By Guest Contributor San Fransisco 49ers team photographer Kym Fortino
Everyone wants great action shots of their kids playing sports. Whether it’s scoring a goal, hitting a jump shot, throwing out a runner, etc. Having a good camera is only half the battle. Knowing what to do with it is the other.
The beauty of digital photography is being able to shoot an endless number of frames, without the hassle of developing film. However, that doesn’t mean you should take a million photographs.
Keep in mind, you are the one who has to edit them all!
My journey in photography started with youth sports, so hopefully I can save you some growing pains by offering some pointers I learned along the way.
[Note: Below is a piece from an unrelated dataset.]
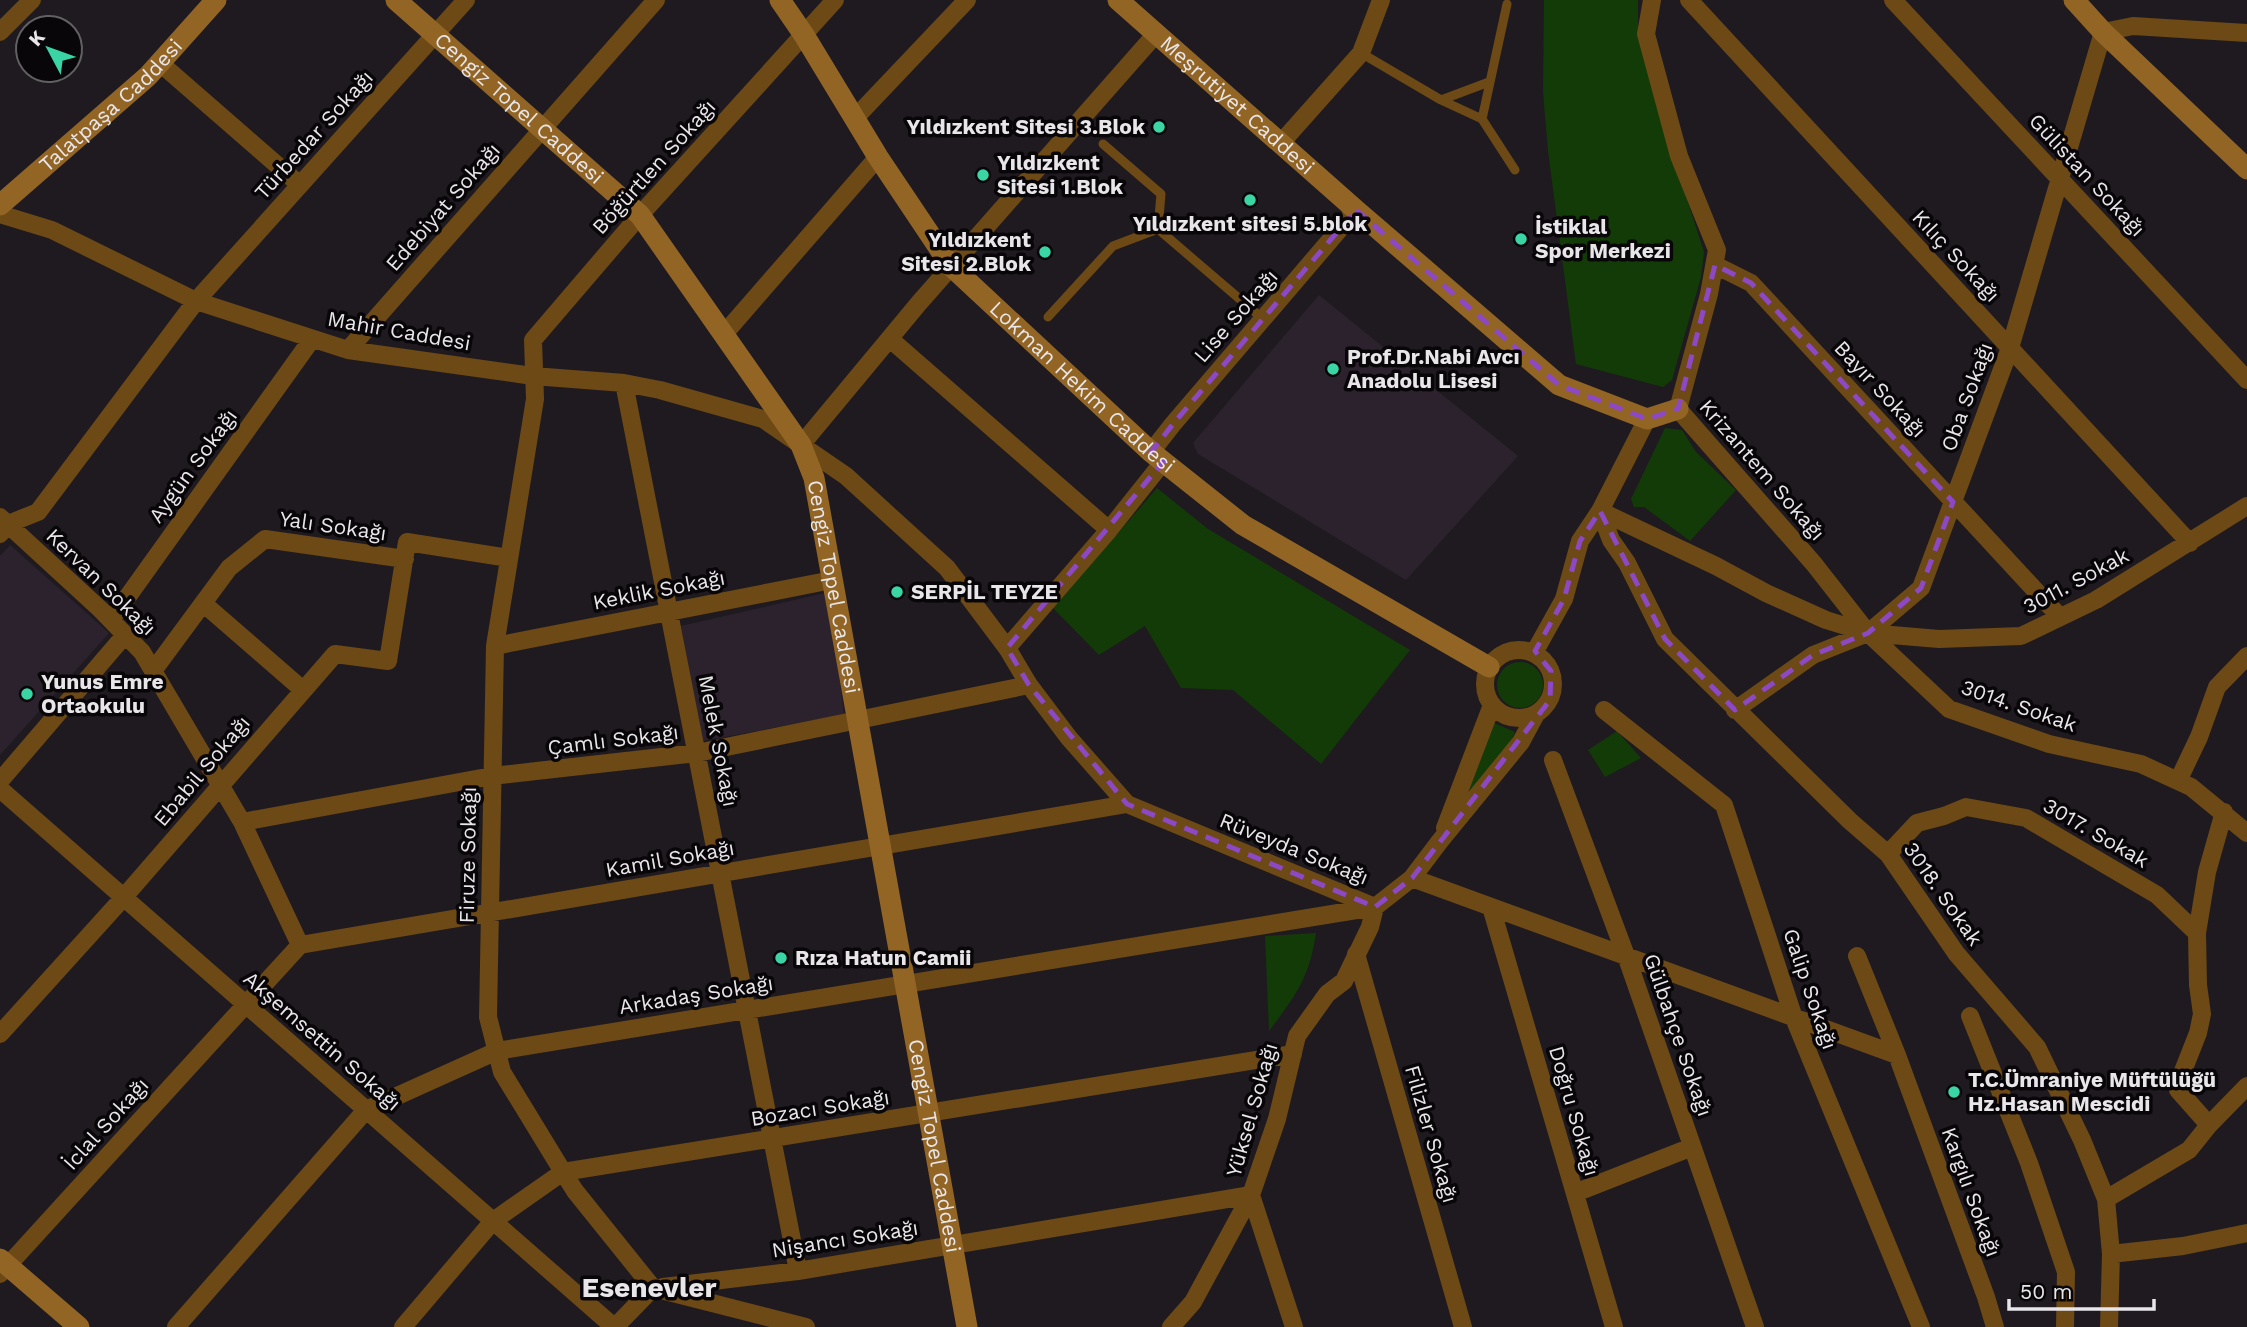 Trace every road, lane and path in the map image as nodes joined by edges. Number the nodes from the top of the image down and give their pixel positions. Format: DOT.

With that being said, here are some important tips to get you game-day ready:
In order to ‘freeze’ the action, you will want your shutter speed no less than 1/500 of a second. Adjust your ISO + Aperture in order to obtain that 1/500 of a second shutter speed.
In sports, you typically can’t control your surroundings. Your Aperture setting will at least allow you to control the Depth of Field (DOF) to ‘blur’ out the background. Essentially, this allows you a chance to focus on your subject a little more without background distractions. Adjust your Aperture between 2.8f and 3.5f to achieve a good DOF.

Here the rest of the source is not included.